Rucheyok – “a small creek”

A type of a khorovod game, rucheyok is something like a very innocent matchmaking ritual. To play, you need at least several couples standing in two rows and holding each other’s hands above their heads, forming a tunnel of sorts. Then the player who remained single goes through this tunnel, chooses a partner, grabs them by the hand, and forms a new couple, joining others. The player whose partner was taken does the same, and so on. It may not sound like much, but is pretty fun in action.

Ladushki – possibly from “lada” (a loved one)

There are two types of ladushki. The first one includes a song and works best for babies. The song starts like this:

Ладушки, ладушки,

Ladushki, ladushki,

Где были?

Where have you been?

– У бабушки.

– At grandmother’s.

– Что ели?

What have you eaten?

– Кашку.

– Porridge.

– Что пили?

What have you drank?

– Бражку.

– Homebrew.

As the lines are sung, an older person moves their and their baby’s hands in time with the melody and mimes what’s happening in the song (by clapping hands, rubbing the belly, etc.). Pretty simple, but researchers like Ilya Frank suggest that the game originally was about a funeral feast: hands put together symbolize the connection between this and the other world, plus porridge and homebrew are traditional products to consume at a wake. So, the grandmother in question might actually be dead. 

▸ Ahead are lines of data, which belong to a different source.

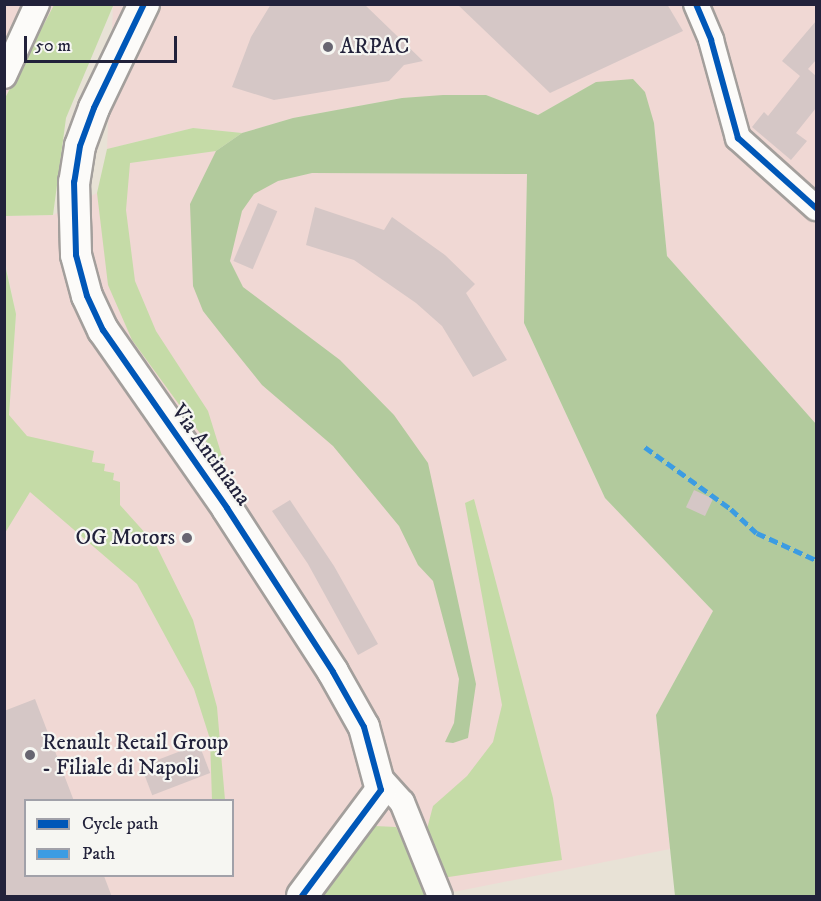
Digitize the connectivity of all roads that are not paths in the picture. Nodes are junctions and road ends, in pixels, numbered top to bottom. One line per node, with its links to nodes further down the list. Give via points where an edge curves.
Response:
1 (37, 4): 4 (street)
2 (144, 4): 6 (street, Via Antiniana, via 80,146 73,232 87,296 103,330 227,508 333,672 364,727)
3 (696, 4): 5 (street, via 711,40 738,138)
4 (4, 76)
5 (816, 208)
6 (381, 779): 7 (street, via 377,798); 8 (street, via 402,802)
7 (302, 897)
8 (440, 897)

To forget about such ominous – and only hypothetical – interpretations, you can also play ladushki without singing at all. For that, you need a second player. Start by clapping each other’s hands in three ways (clapping both hands – clapping your right hands – clapping your left hands; repeat) slowly and gain speed with each turn. Whoever loses the rhythm first or claps the wrong hand, loses.

Chai-chai, help me out!

A kind of a tag game, chai-chai, vyruchai (it’s not clear what chai-chai means – probably nothing; vyruchai means help me out) requires some empathy. By touching a player, the tagger (sometimes also called koldun – a wizard) freezes them. They can’t move, but can cry for help by saying “chai-chai, vyruchai!”, and other players come to rescue and unfreeze them, all while making sure koldun doesn’t enchant them too in the process.

Karavai – “a round bread”

This game is usually played on birthdays. The birthday boy or girl stands in the middle of a circle formed by other kids, and they start dancing and singing a song about a huge karavai bread they baked for the special occasion. The song ends with “choose whoever you love!”, and the person in the middle must say “Surely, I love you all, but I love *name of choice* most!” The named person leaves the circle to stand in its middle, and the game might go on in this manner until all the participants have been chosen.